Recorded Texas Historic Landmark
City of Fort Worth Historic & Cultural Landmark
Major Khleber Miller Van Zandt settled in Fort Worth after the Civil War. He was a part of Company D, Texas Seventh Regiment for the Confederate Army. He was also a member of the Texas Legislature, a cattleman, banker, and a merchant. Between 1871 and 1873, Van Zandt acquired approximately 600 acres of land to the west of the newly incorporated City of Fort Worth. Some of Van Zandt's property was purchased by the City of Fort Worth in 1892 to build a water treatment plant and city park. This purchase eventually became what is now known as Trinity Park. In 1936, the city purchased from the Van Zandt family most of the land that is now considered the Cultural District. This purchase included the cabin.
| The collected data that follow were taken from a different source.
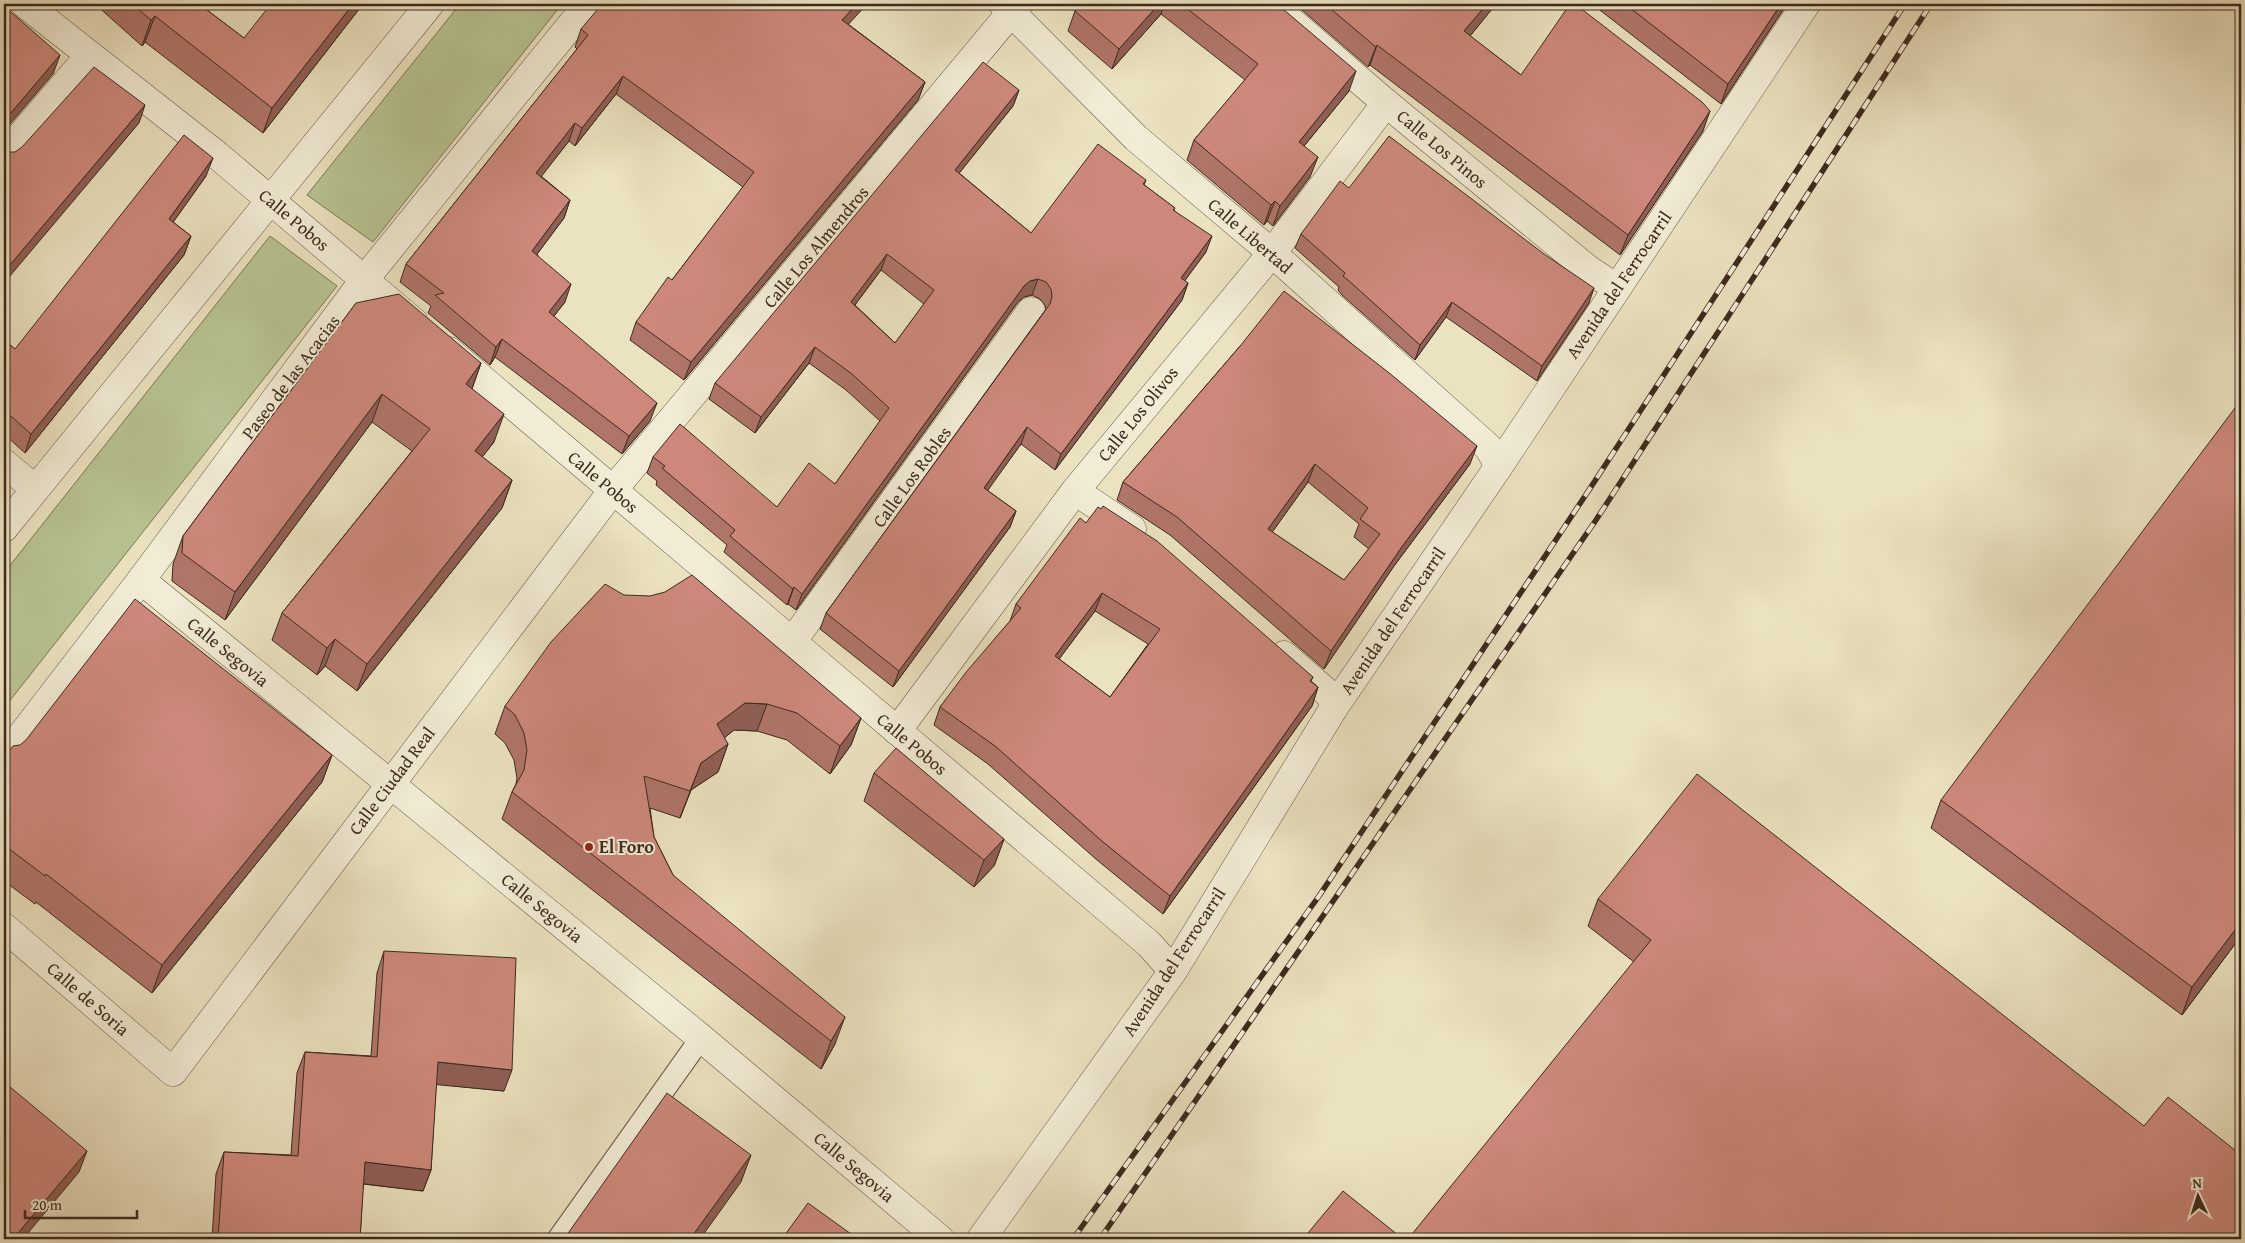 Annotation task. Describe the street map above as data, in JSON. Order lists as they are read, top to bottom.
{
  "streets": {
    "street": [
      "Calle Los Pinos",
      "Calle Pobos",
      "Calle Libertad",
      "Calle Los Almendros",
      "Avenida del Ferrocarril",
      "Paseo de las Acacias",
      "Calle Los Olivos",
      "Calle Los Robles",
      "Calle Segovia",
      "Calle Ciudad Real",
      "Calle de Soria"
    ]
  },
  "crossings": [
    ["Calle Los Pinos", "Avenida del Ferrocarril"],
    ["Calle Los Pinos", "Calle Los Olivos"],
    ["Calle Pobos", "Calle Los Almendros"],
    ["Calle Pobos", "Avenida del Ferrocarril"],
    ["Calle Pobos", "Paseo de las Acacias"],
    ["Calle Pobos", "Calle Los Olivos"],
    ["Calle Pobos", "Calle Los Robles"],
    ["Calle Pobos", "Calle Ciudad Real"],
    ["Calle Libertad", "Calle Los Almendros"],
    ["Calle Libertad", "Avenida del Ferrocarril"],
    ["Calle Libertad", "Calle Los Olivos"],
    ["Calle Los Almendros", "Calle Ciudad Real"],
    ["Paseo de las Acacias", "Calle Segovia"],
    ["Calle Segovia", "Calle Ciudad Real"],
    ["Calle Ciudad Real", "Calle de Soria"]
  ],
  "places": ["El Foro"],
  "scale_bar": "20 m",
  "north": "top"
} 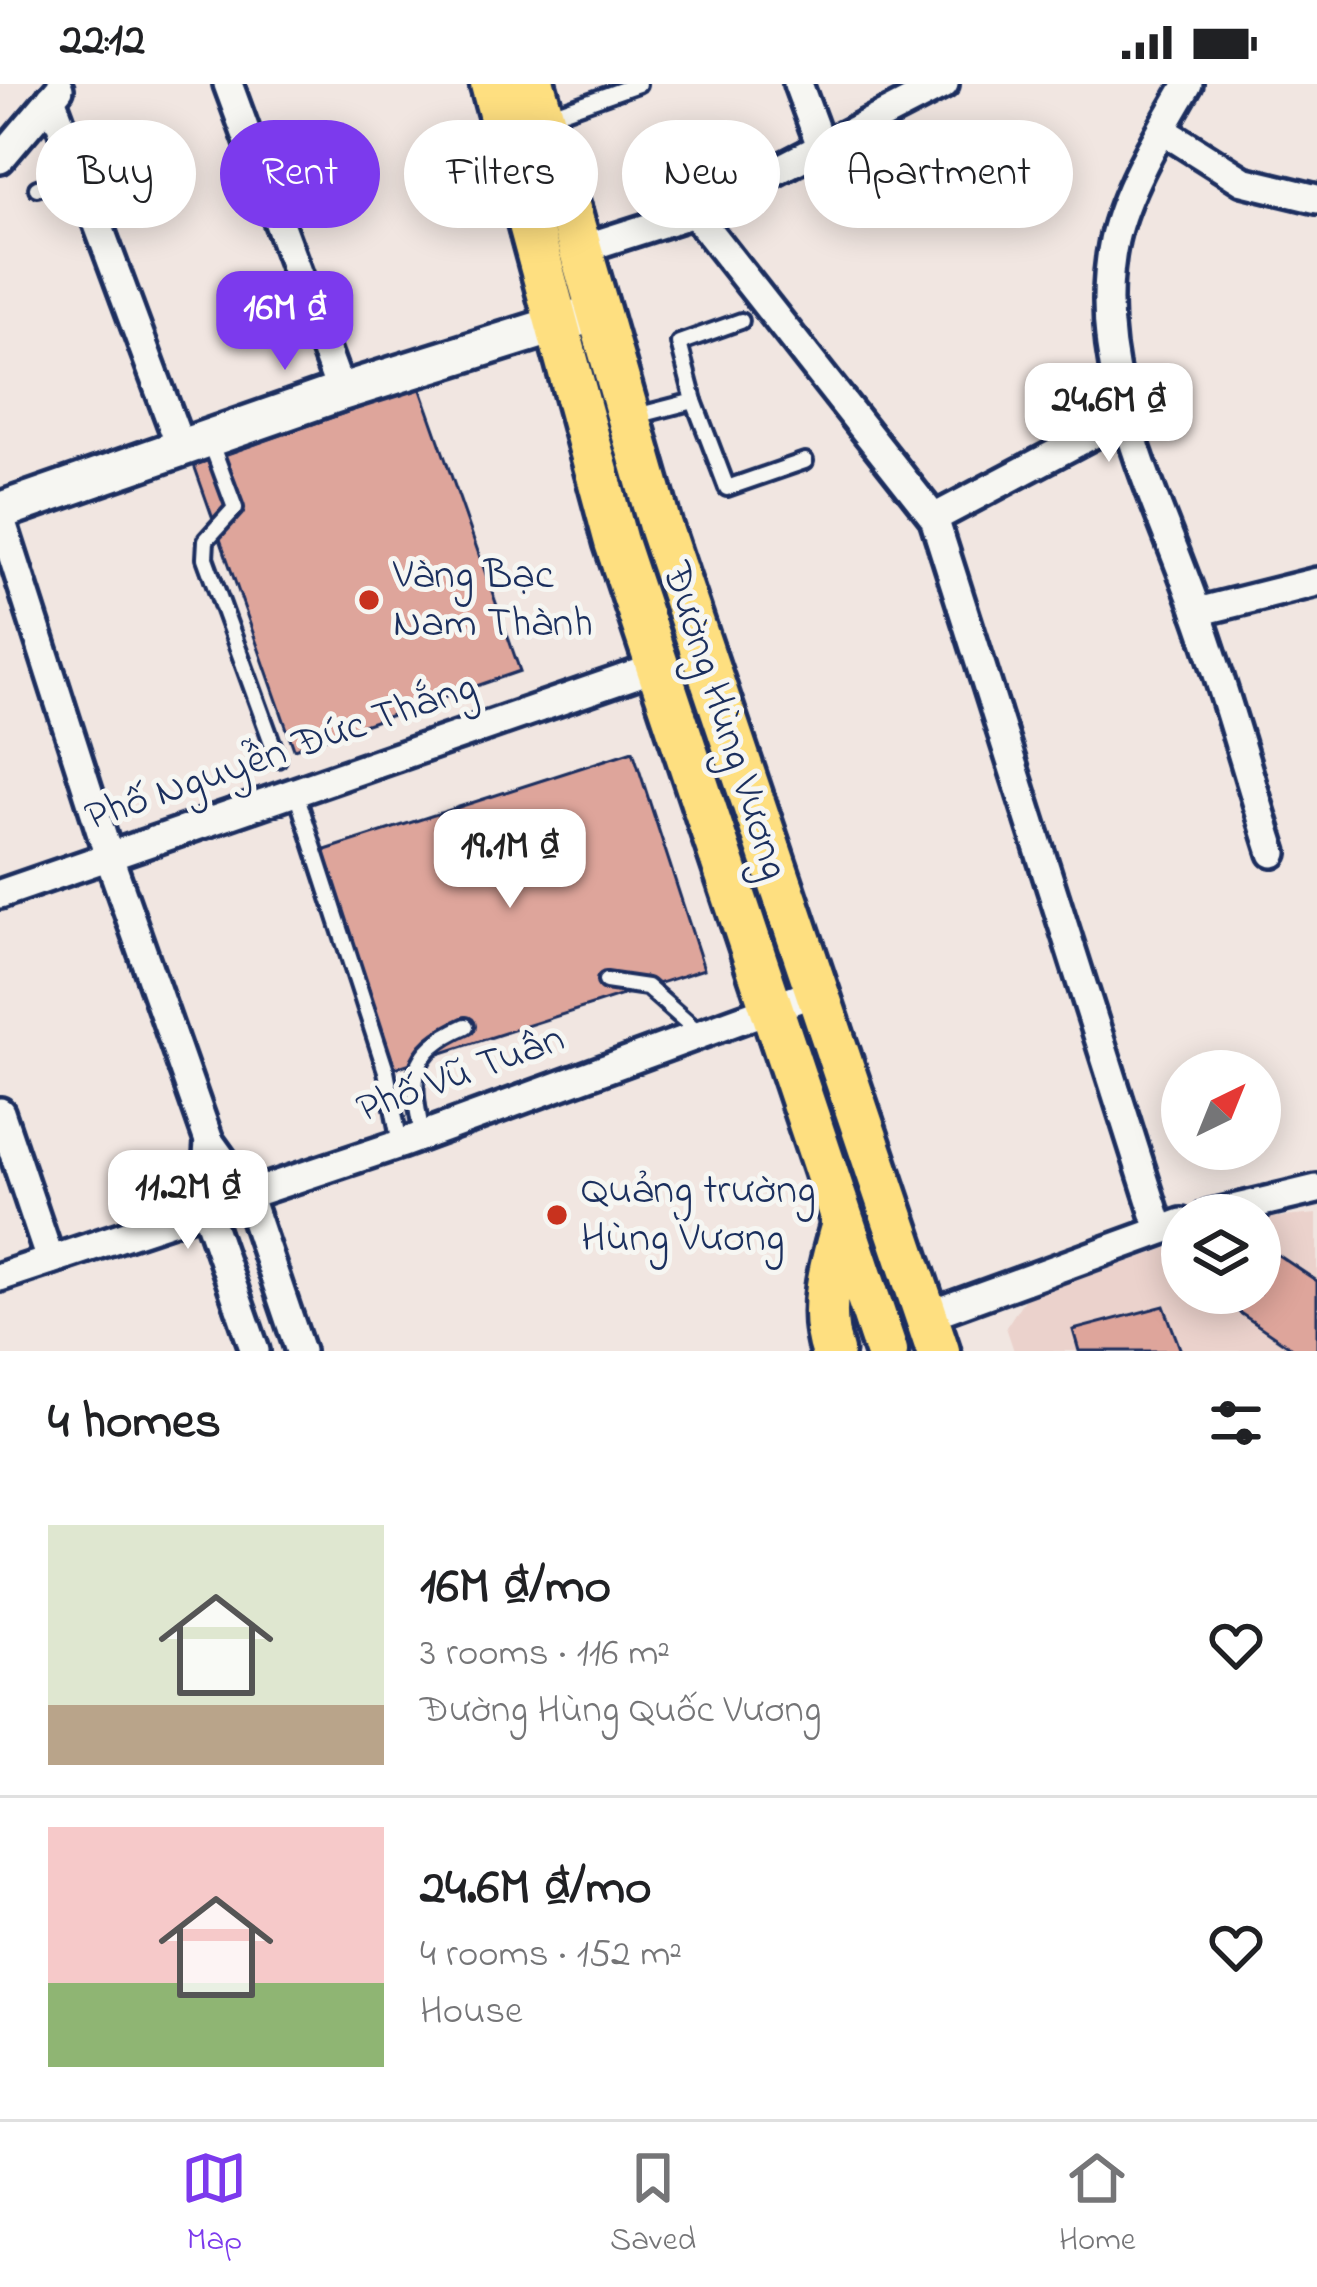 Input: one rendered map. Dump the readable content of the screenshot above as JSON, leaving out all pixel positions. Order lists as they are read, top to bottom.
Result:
{
  "streets": {
    "main road": ["Đường Hùng Vương"],
    "street": ["Phố Nguyễn Đức Thắng", "Phố Vũ Tuân"]
  },
  "crossings": [
    ["Đường Hùng Vương", "Phố Nguyễn Đức Thắng"],
    ["Đường Hùng Vương", "Phố Vũ Tuân"]
  ],
  "places": ["Vàng Bạc Nam Thành", "Quảng trường Hùng Vương"],
  "north": "top right",
  "page": {
    "status": "22:12",
    "chip": [
      "Buy",
      "Rent",
      "Filters",
      "New",
      "Apartment"
    ],
    "price": [
      "16M ₫",
      "24.6M ₫",
      "19.1M ₫",
      "11.2M ₫"
    ],
    "heading": "4 homes",
    "list": [
      {
        "name": "16M ₫/mo",
        "note": "3 rooms · 116 m² · Đường Hùng Quốc Vương"
      },
      {
        "name": "24.6M ₫/mo",
        "note": "4 rooms · 152 m² · House"
      }
    ],
    "tabs": ["Map", "Saved", "Home"]
  }
} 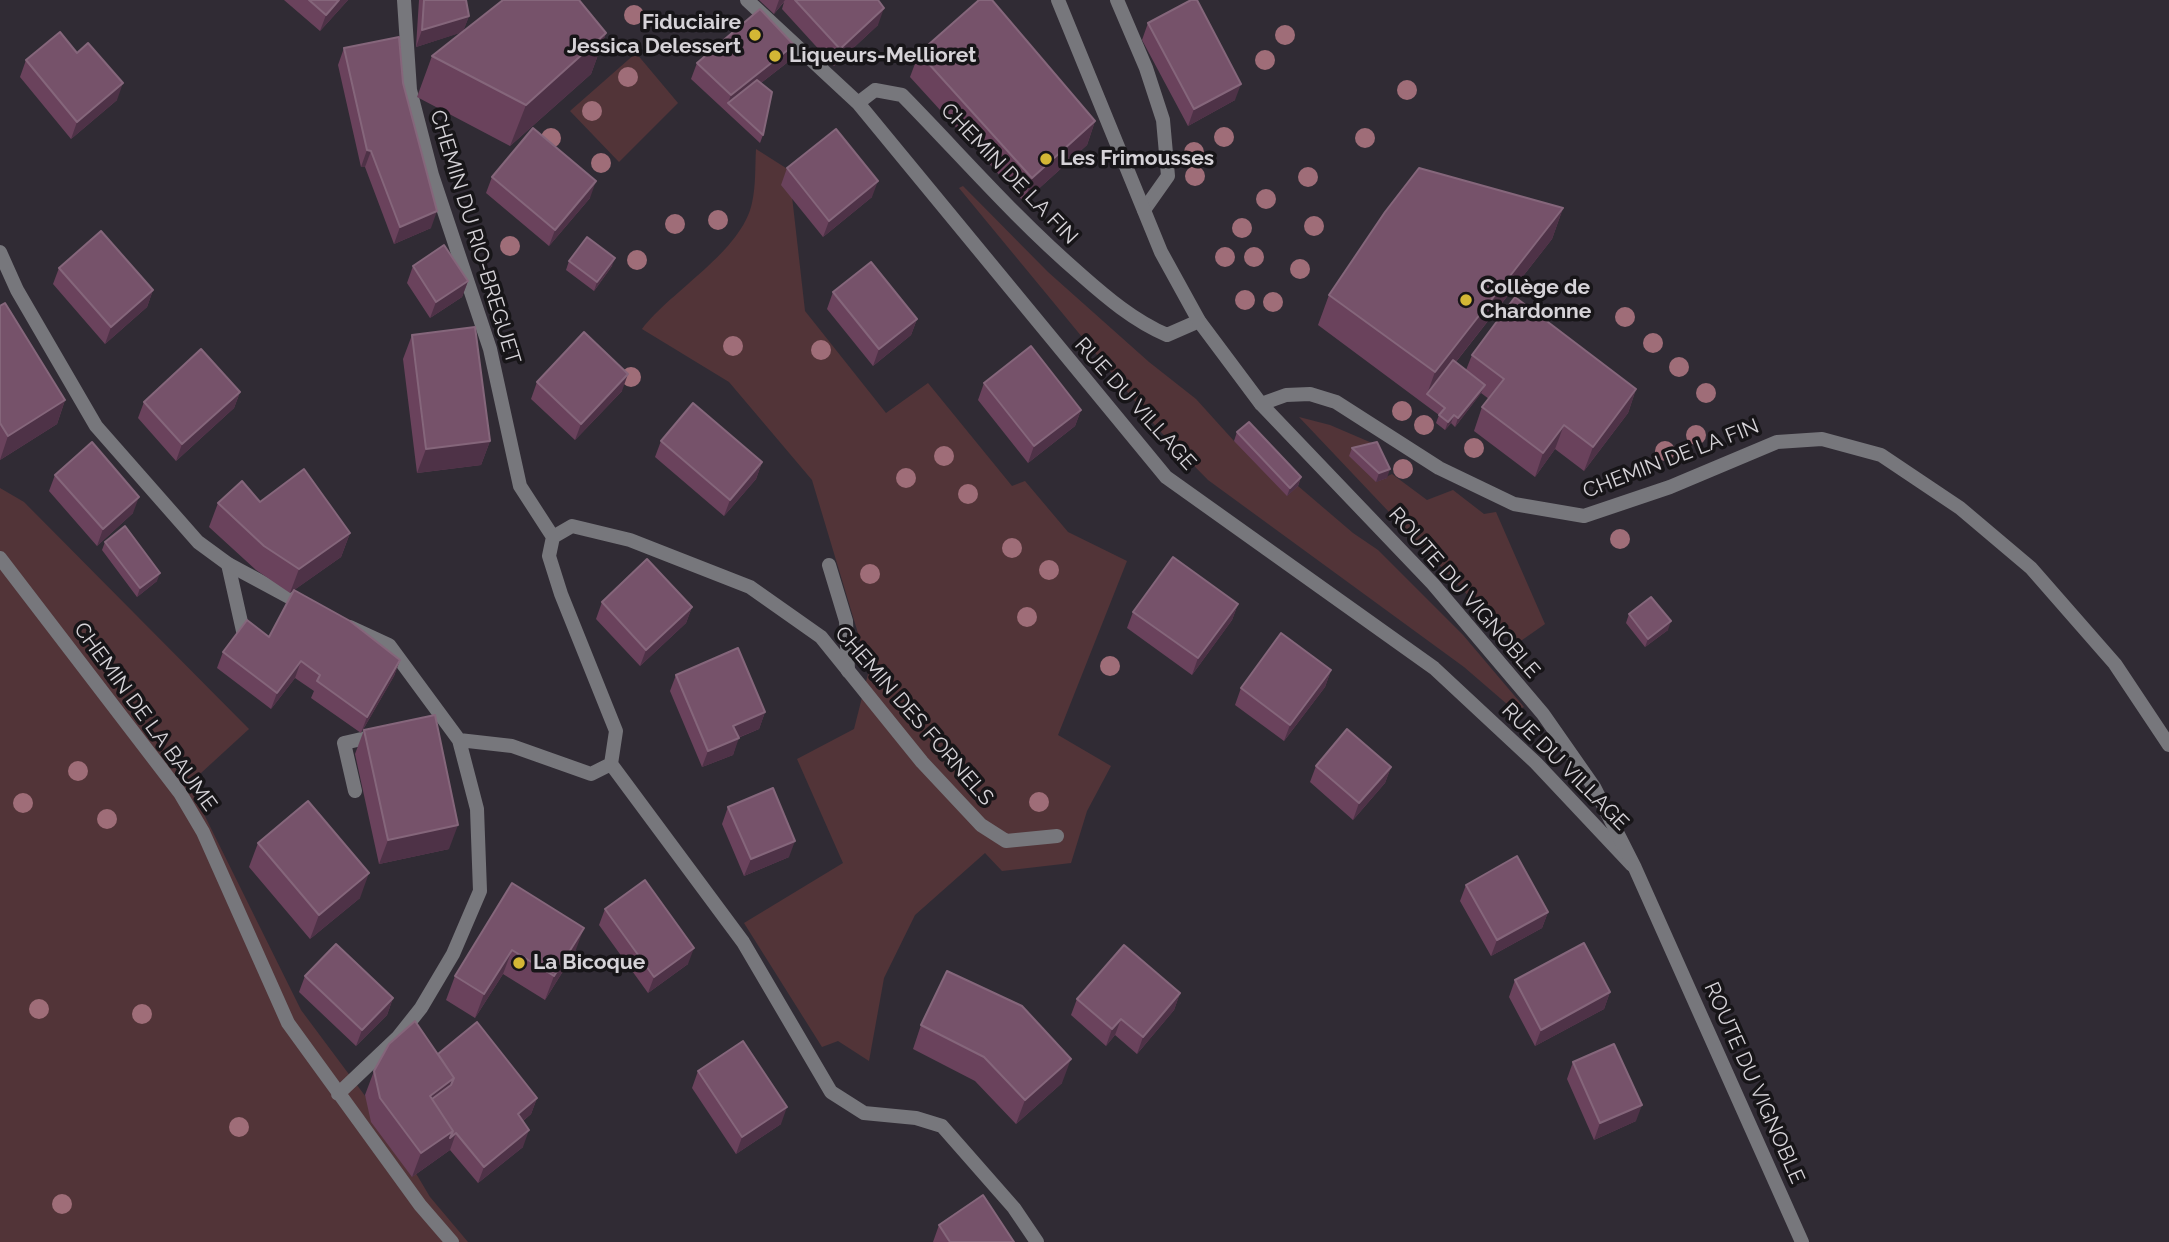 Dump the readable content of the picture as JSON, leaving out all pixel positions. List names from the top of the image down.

When Major Van Zandt purchased the land, the cabin was already there, so the exact date of its construction is unknown. The cabin is the only structure of its type in the City of Fort Worth that is still in its original location. However, the home itself has been significantly modified over the years. Fort Worth Architect Joseph R. Pelich was hired for the restoration of the cabin in 1936. Many of Pelich's designs were of the Colonial Revival style, and his work is evident on the cottage. Old photographs indicate the home was a dogtrot plan, with its central breezeway enclosed at some point in time. The original home also had unpainted board siding. It has since been replaced with a more modern wood siding and has been painted gray. Shutters were also added to the windows and additions were made in the rear to allow for the use of a museum. With the extension of Trail Drive, Crestline Road has been closed between University Drive and Trinity Park Drive. A new road to the rear of the cottage was completed along with a new parking lot on the east side. A change of address was warranted due to the construction of Farm House Way. This cottage has played an important role in Fort Worth's history.